[Opening WORKING DATA section]

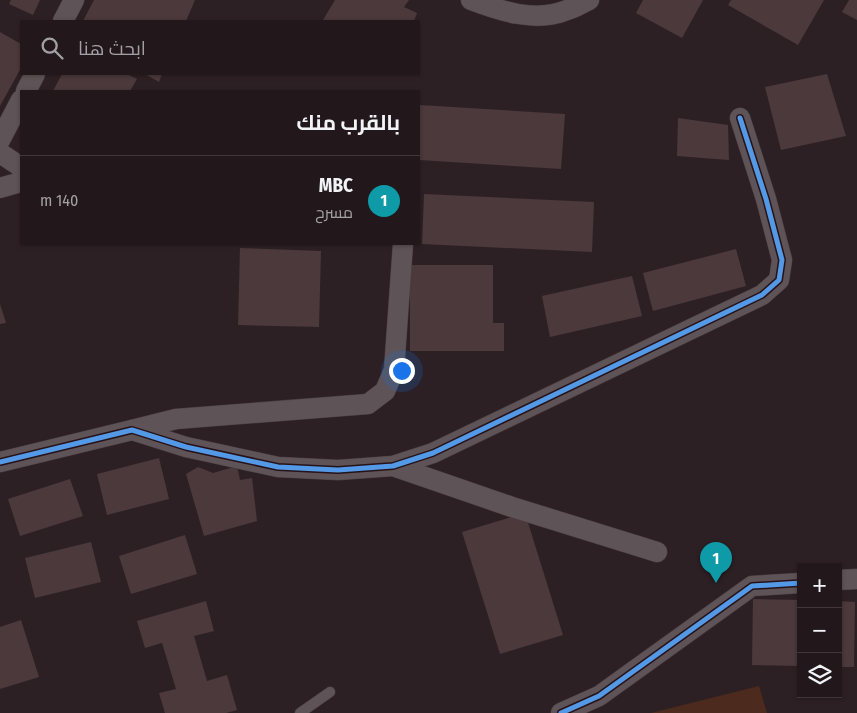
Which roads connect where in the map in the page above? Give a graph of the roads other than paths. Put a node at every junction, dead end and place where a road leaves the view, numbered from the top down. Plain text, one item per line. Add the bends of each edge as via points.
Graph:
1 (74, 0) edge
2 (470, 0) edge
3 (589, 0) edge
4 (64, 20) edge
5 (34, 75) edge
6 (27, 90) edge
7 (20, 102) edge
8 (740, 118) dead end
9 (0, 140) edge
10 (0, 153) edge
11 (20, 166) edge
12 (20, 182) edge
13 (0, 188) edge
14 (403, 245) edge
15 (132, 430) junction
16 (0, 462) edge
17 (393, 466) junction
18 (657, 552) dead end
19 (857, 579) edge
20 (842, 580) edge
21 (797, 583) edge
22 (330, 692) dead end
23 (300, 713) edge
24 (561, 713) edge

1 - 4 street
2 - 3 street via 514,13 543,16 566,11
5 - 6 street
7 - 9 street
8 - 17 street via 782,260 779,280 762,295 523,411 433,453
10 - 11 street
12 - 13 street
14 - 15 street via 394,370 385,391 368,404 191,417
15 - 16 street
15 - 17 street via 186,447 278,467 338,470
17 - 18 street via 512,508
19 - 20 street
21 - 24 street via 752,586 599,696
22 - 23 lane

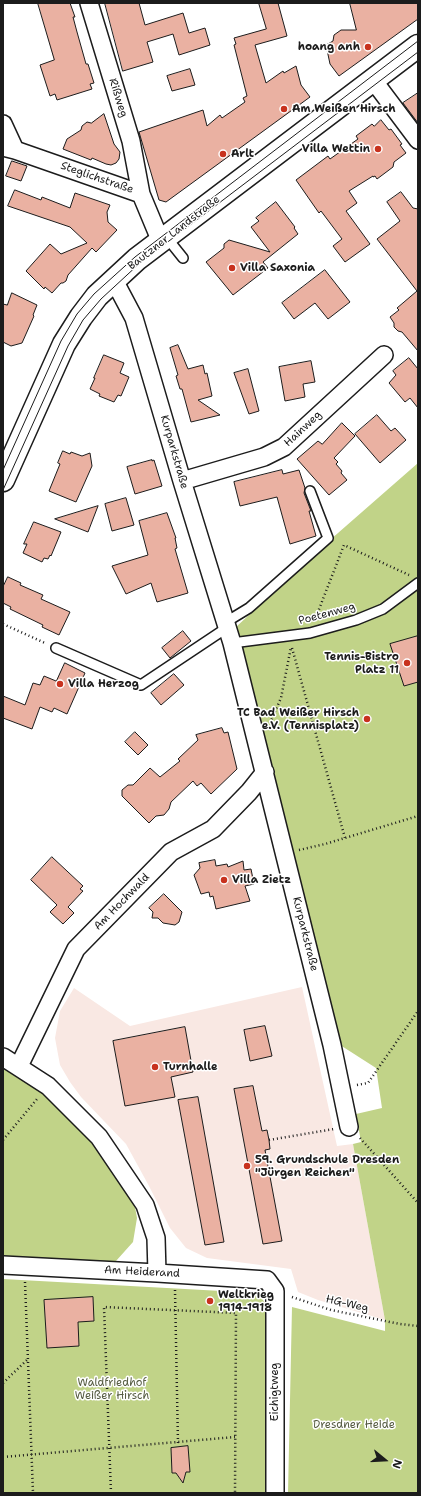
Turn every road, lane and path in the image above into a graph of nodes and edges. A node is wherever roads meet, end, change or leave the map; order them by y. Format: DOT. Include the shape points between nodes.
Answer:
graph roads {
  1 [pos="89,3"];
  2 [pos="418,46"];
  3 [pos="373,80"];
  4 [pos="3,124"];
  5 [pos="418,140"];
  6 [pos="9,148"];
  7 [pos="141,194"];
  8 [pos="164,240"];
  9 [pos="183,258"];
  10 [pos="113,281"];
  11 [pos="384,355"];
  12 [pos="3,480"];
  13 [pos="182,481"];
  14 [pos="310,491"];
  15 [pos="415,580"];
  16 [pos="3,624"];
  17 [pos="227,624"];
  18 [pos="310,633"];
  19 [pos="232,643"];
  20 [pos="56,648"];
  21 [pos="260,750"];
  22 [pos="265,772"];
  23 [pos="418,816"];
  24 [pos="345,838"];
  25 [pos="285,853"];
  26 [pos="418,1011"];
  27 [pos="3,1056"];
  28 [pos="19,1066"];
  29 [pos="48,1086"];
  30 [pos="341,1088"];
  31 [pos="349,1127"];
  32 [pos="318,1132"];
  33 [pos="3,1140"];
  34 [pos="269,1140"];
  35 [pos="418,1203"];
  36 [pos="3,1264"];
  37 [pos="24,1266"];
  38 [pos="158,1273"];
  39 [pos="175,1274"];
  40 [pos="275,1291"];
  41 [pos="176,1310"];
  42 [pos="418,1326"];
  43 [pos="28,1359"];
  44 [pos="3,1383"];
  45 [pos="235,1437"];
  46 [pos="178,1443"];
  47 [pos="109,1448"];
  48 [pos="31,1454"];
  49 [pos="3,1457"];
  50 [pos="33,1493"];
  51 [pos="111,1493"];
  52 [pos="235,1493"];
  53 [pos="275,1493"];
  1 -- 7 [label="street, Rißweg" via="131,141"];
  2 -- 3 [label="main road, Bautzner Landstraße"];
  3 -- 5 [label="street"];
  3 -- 8 [label="main road, Bautzner Landstraße"];
  4 -- 6 [label="street"];
  6 -- 7 [label="street, Steglichstraße"];
  7 -- 8 [label="street, Steglichstraße"];
  8 -- 9 [label="lane"];
  8 -- 10 [label="main road, Bautzner Landstraße"];
  10 -- 12 [label="main road, Bautzner Landstraße" via="80,317 64,344"];
  10 -- 13 [label="street, Kurparkstraße" via="134,318"];
  11 -- 13 [label="street, Hainweg" via="284,447 264,457"];
  13 -- 17 [label="street, Kurparkstraße"];
  14 -- 17 [label="lane" via="328,538 249,608"];
  15 -- 18 [label="lane, Poetenweg" via="384,609"];
  15 -- 18 [label="path" via="344,545"];
  16 -- 20 [label="path"];
  17 -- 19 [label="street, Kurparkstraße"];
  17 -- 20 [label="lane" via="141,685"];
  18 -- 19 [label="lane, Poetenweg"];
  19 -- 21 [label="street, Kurparkstraße"];
  21 -- 22 [label="street, Kurparkstraße"];
  21 -- 24 [label="path" via="280,698 291,645"];
  22 -- 25 [label="street, Kurparkstraße"];
  22 -- 28 [label="street, Am Hochwald" via="213,829 171,852 76,949"];
  23 -- 24 [label="path"];
  24 -- 25 [label="path"];
  25 -- 30 [label="street, Kurparkstraße"];
  26 -- 30 [label="path" via="368,1083"];
  27 -- 28 [label="street"];
  28 -- 29 [label="street"];
  29 -- 33 [label="path"];
  29 -- 38 [label="street" via="99,1137 145,1205 156,1238"];
  30 -- 31 [label="street, Kurparkstraße"];
  31 -- 35 [label="path"];
  32 -- 34 [label="path"];
  36 -- 37 [label="street, Am Heiderand"];
  37 -- 38 [label="street, Am Heiderand"];
  37 -- 43 [label="path"];
  38 -- 39 [label="street, Am Heiderand"];
  39 -- 40 [label="street, Am Heiderand" via="267,1280"];
  39 -- 41 [label="path"];
  40 -- 42 [label="path, HG-Weg" via="331,1310"];
  40 -- 53 [label="street, Eichigtweg"];
  41 -- 45 [label="path" via="236,1312"];
  41 -- 46 [label="path"];
  41 -- 47 [label="path" via="104,1306"];
  43 -- 44 [label="path"];
  43 -- 48 [label="path"];
  45 -- 46 [label="path"];
  45 -- 52 [label="path"];
  46 -- 47 [label="path"];
  47 -- 48 [label="path"];
  47 -- 51 [label="path"];
  48 -- 49 [label="path"];
  48 -- 50 [label="path"];
}
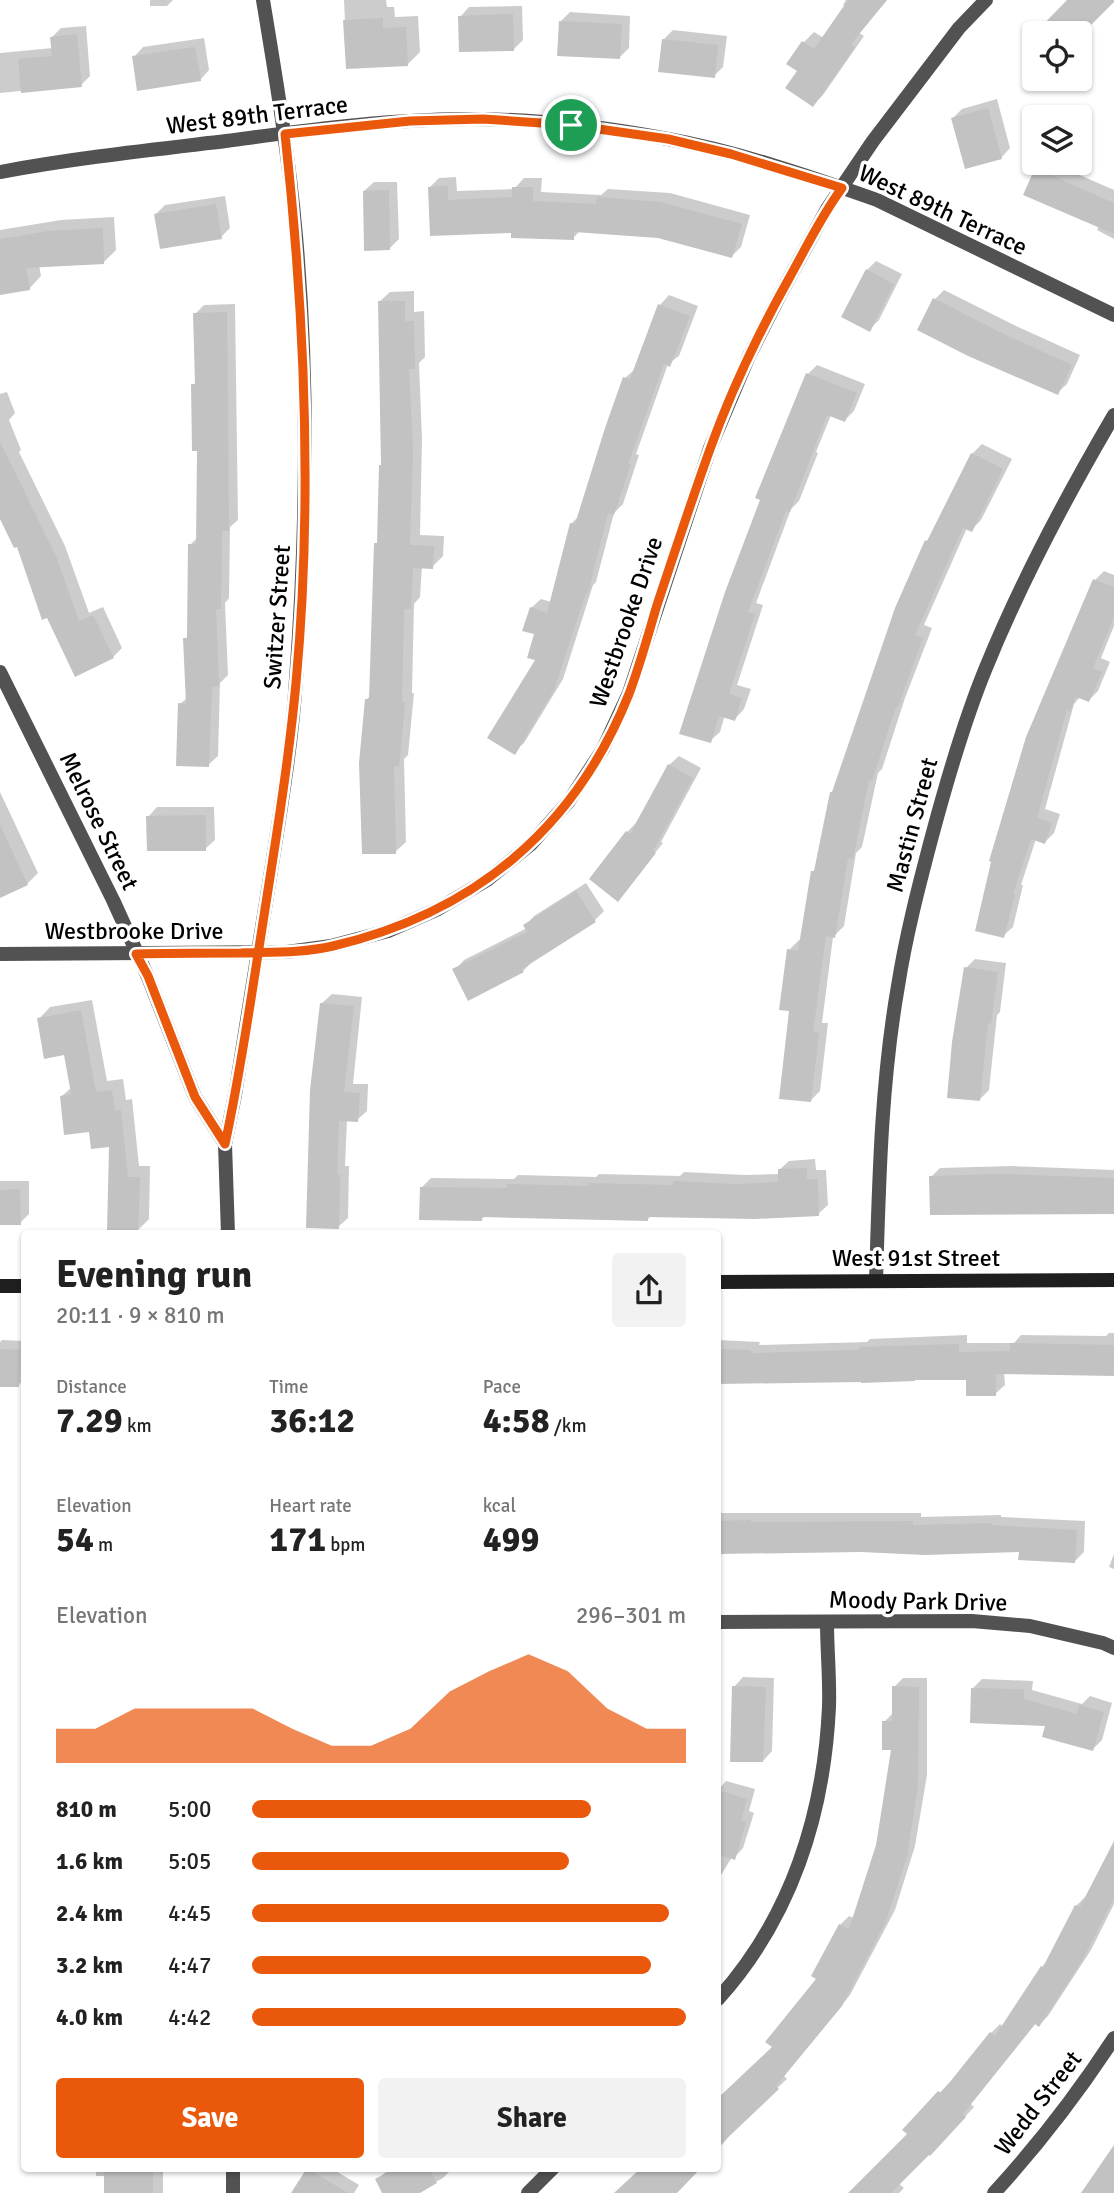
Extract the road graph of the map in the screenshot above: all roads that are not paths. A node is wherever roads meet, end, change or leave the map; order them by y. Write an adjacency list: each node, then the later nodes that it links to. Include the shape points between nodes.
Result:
1 (263, 0): 3 (street, Switzer Street)
2 (986, 0): 5 (street, Westbrooke Drive, via 912,87)
3 (285, 134): 4 (street, West 89th Terrace); 5 (street, West 89th Terrace, via 410,121 483,119 571,125 668,139); 9 (street, Switzer Street, via 302,311 305,535 288,763)
4 (0, 172)
5 (842, 188): 6 (street, West 89th Terrace, via 877,200); 9 (street, Westbrooke Drive, via 749,356 710,448 629,693 603,749 569,801 514,859 438,909 388,931 331,946)
6 (1114, 315)
7 (1114, 415): 15 (street, Mastin Street, via 1035,558 985,670 949,771 898,986 885,1087)
8 (0, 672): 11 (street, Melrose Street)
9 (258, 953): 11 (street, Westbrooke Drive); 12 (street, Switzer Street)
10 (0, 954): 11 (street, Westbrooke Drive)
11 (136, 954): 12 (street, Melrose Street, via 195,1097)
12 (225, 1144): 13 (street, Switzer Street)
13 (228, 1230)
14 (1114, 1280): 15 (street, West 91st Street)
15 (876, 1281): 16 (street, West 91st Street)
16 (721, 1282)
17 (0, 1286): 18 (street)
18 (21, 1286)
19 (721, 1622): 20 (street, Moody Park Drive)
20 (827, 1622): 21 (street, Moody Park Drive, via 972,1621 1030,1626); 22 (street, via 829,1705 824,1769 811,1831 794,1880 767,1934)
21 (1114, 1648)
22 (721, 1996)
23 (1114, 2038): 28 (street, Wedd Street, via 1069,2105)
24 (233, 2172): 26 (street)
25 (550, 2172): 27 (street)
26 (233, 2193)
27 (528, 2193)
28 (995, 2193)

[Closing WORKING DATA section]

■ **WHAT YOU NEED TO DO**: The full data, repeated exactly and stripped of its pictures, is the expected answer.

■ **SOLUTION FOR THIS PROBLEM**:
Which roads connect where in the map in the page above? Give a graph of the roads other than paths. Put a node at every junction, dead end and place where a road leaves the view, numbered from the top down. Plain text, one item per line. Add the bends of each edge as via points.
Graph:
1 (74, 0) edge
2 (470, 0) edge
3 (589, 0) edge
4 (64, 20) edge
5 (34, 75) edge
6 (27, 90) edge
7 (20, 102) edge
8 (740, 118) dead end
9 (0, 140) edge
10 (0, 153) edge
11 (20, 166) edge
12 (20, 182) edge
13 (0, 188) edge
14 (403, 245) edge
15 (132, 430) junction
16 (0, 462) edge
17 (393, 466) junction
18 (657, 552) dead end
19 (857, 579) edge
20 (842, 580) edge
21 (797, 583) edge
22 (330, 692) dead end
23 (300, 713) edge
24 (561, 713) edge

1 - 4 street
2 - 3 street via 514,13 543,16 566,11
5 - 6 street
7 - 9 street
8 - 17 street via 782,260 779,280 762,295 523,411 433,453
10 - 11 street
12 - 13 street
14 - 15 street via 394,370 385,391 368,404 191,417
15 - 16 street
15 - 17 street via 186,447 278,467 338,470
17 - 18 street via 512,508
19 - 20 street
21 - 24 street via 752,586 599,696
22 - 23 lane

Turn every road, lane and path in the image above into a graph of nodes and edges. A node is wherever roads meet, end, change or leave the map; order them by y. Format: DOT. Include the shape points between nodes.
Answer:
graph roads {
  1 [pos="89,3"];
  2 [pos="418,46"];
  3 [pos="373,80"];
  4 [pos="3,124"];
  5 [pos="418,140"];
  6 [pos="9,148"];
  7 [pos="141,194"];
  8 [pos="164,240"];
  9 [pos="183,258"];
  10 [pos="113,281"];
  11 [pos="384,355"];
  12 [pos="3,480"];
  13 [pos="182,481"];
  14 [pos="310,491"];
  15 [pos="415,580"];
  16 [pos="3,624"];
  17 [pos="227,624"];
  18 [pos="310,633"];
  19 [pos="232,643"];
  20 [pos="56,648"];
  21 [pos="260,750"];
  22 [pos="265,772"];
  23 [pos="418,816"];
  24 [pos="345,838"];
  25 [pos="285,853"];
  26 [pos="418,1011"];
  27 [pos="3,1056"];
  28 [pos="19,1066"];
  29 [pos="48,1086"];
  30 [pos="341,1088"];
  31 [pos="349,1127"];
  32 [pos="318,1132"];
  33 [pos="3,1140"];
  34 [pos="269,1140"];
  35 [pos="418,1203"];
  36 [pos="3,1264"];
  37 [pos="24,1266"];
  38 [pos="158,1273"];
  39 [pos="175,1274"];
  40 [pos="275,1291"];
  41 [pos="176,1310"];
  42 [pos="418,1326"];
  43 [pos="28,1359"];
  44 [pos="3,1383"];
  45 [pos="235,1437"];
  46 [pos="178,1443"];
  47 [pos="109,1448"];
  48 [pos="31,1454"];
  49 [pos="3,1457"];
  50 [pos="33,1493"];
  51 [pos="111,1493"];
  52 [pos="235,1493"];
  53 [pos="275,1493"];
  1 -- 7 [label="street, Rißweg" via="131,141"];
  2 -- 3 [label="main road, Bautzner Landstraße"];
  3 -- 5 [label="street"];
  3 -- 8 [label="main road, Bautzner Landstraße"];
  4 -- 6 [label="street"];
  6 -- 7 [label="street, Steglichstraße"];
  7 -- 8 [label="street, Steglichstraße"];
  8 -- 9 [label="lane"];
  8 -- 10 [label="main road, Bautzner Landstraße"];
  10 -- 12 [label="main road, Bautzner Landstraße" via="80,317 64,344"];
  10 -- 13 [label="street, Kurparkstraße" via="134,318"];
  11 -- 13 [label="street, Hainweg" via="284,447 264,457"];
  13 -- 17 [label="street, Kurparkstraße"];
  14 -- 17 [label="lane" via="328,538 249,608"];
  15 -- 18 [label="lane, Poetenweg" via="384,609"];
  15 -- 18 [label="path" via="344,545"];
  16 -- 20 [label="path"];
  17 -- 19 [label="street, Kurparkstraße"];
  17 -- 20 [label="lane" via="141,685"];
  18 -- 19 [label="lane, Poetenweg"];
  19 -- 21 [label="street, Kurparkstraße"];
  21 -- 22 [label="street, Kurparkstraße"];
  21 -- 24 [label="path" via="280,698 291,645"];
  22 -- 25 [label="street, Kurparkstraße"];
  22 -- 28 [label="street, Am Hochwald" via="213,829 171,852 76,949"];
  23 -- 24 [label="path"];
  24 -- 25 [label="path"];
  25 -- 30 [label="street, Kurparkstraße"];
  26 -- 30 [label="path" via="368,1083"];
  27 -- 28 [label="street"];
  28 -- 29 [label="street"];
  29 -- 33 [label="path"];
  29 -- 38 [label="street" via="99,1137 145,1205 156,1238"];
  30 -- 31 [label="street, Kurparkstraße"];
  31 -- 35 [label="path"];
  32 -- 34 [label="path"];
  36 -- 37 [label="street, Am Heiderand"];
  37 -- 38 [label="street, Am Heiderand"];
  37 -- 43 [label="path"];
  38 -- 39 [label="street, Am Heiderand"];
  39 -- 40 [label="street, Am Heiderand" via="267,1280"];
  39 -- 41 [label="path"];
  40 -- 42 [label="path, HG-Weg" via="331,1310"];
  40 -- 53 [label="street, Eichigtweg"];
  41 -- 45 [label="path" via="236,1312"];
  41 -- 46 [label="path"];
  41 -- 47 [label="path" via="104,1306"];
  43 -- 44 [label="path"];
  43 -- 48 [label="path"];
  45 -- 46 [label="path"];
  45 -- 52 [label="path"];
  46 -- 47 [label="path"];
  47 -- 48 [label="path"];
  47 -- 51 [label="path"];
  48 -- 49 [label="path"];
  48 -- 50 [label="path"];
}
Extract the road graph of the map in the screenshot above: all roads that are not paths. A node is wherever roads meet, end, change or leave the map; order them by y. Write an adjacency list: each node, then the later nodes that it links to. Include the shape points between nodes.
Result:
1 (263, 0): 3 (street, Switzer Street)
2 (986, 0): 5 (street, Westbrooke Drive, via 912,87)
3 (285, 134): 4 (street, West 89th Terrace); 5 (street, West 89th Terrace, via 410,121 483,119 571,125 668,139); 9 (street, Switzer Street, via 302,311 305,535 288,763)
4 (0, 172)
5 (842, 188): 6 (street, West 89th Terrace, via 877,200); 9 (street, Westbrooke Drive, via 749,356 710,448 629,693 603,749 569,801 514,859 438,909 388,931 331,946)
6 (1114, 315)
7 (1114, 415): 15 (street, Mastin Street, via 1035,558 985,670 949,771 898,986 885,1087)
8 (0, 672): 11 (street, Melrose Street)
9 (258, 953): 11 (street, Westbrooke Drive); 12 (street, Switzer Street)
10 (0, 954): 11 (street, Westbrooke Drive)
11 (136, 954): 12 (street, Melrose Street, via 195,1097)
12 (225, 1144): 13 (street, Switzer Street)
13 (228, 1230)
14 (1114, 1280): 15 (street, West 91st Street)
15 (876, 1281): 16 (street, West 91st Street)
16 (721, 1282)
17 (0, 1286): 18 (street)
18 (21, 1286)
19 (721, 1622): 20 (street, Moody Park Drive)
20 (827, 1622): 21 (street, Moody Park Drive, via 972,1621 1030,1626); 22 (street, via 829,1705 824,1769 811,1831 794,1880 767,1934)
21 (1114, 1648)
22 (721, 1996)
23 (1114, 2038): 28 (street, Wedd Street, via 1069,2105)
24 (233, 2172): 26 (street)
25 (550, 2172): 27 (street)
26 (233, 2193)
27 (528, 2193)
28 (995, 2193)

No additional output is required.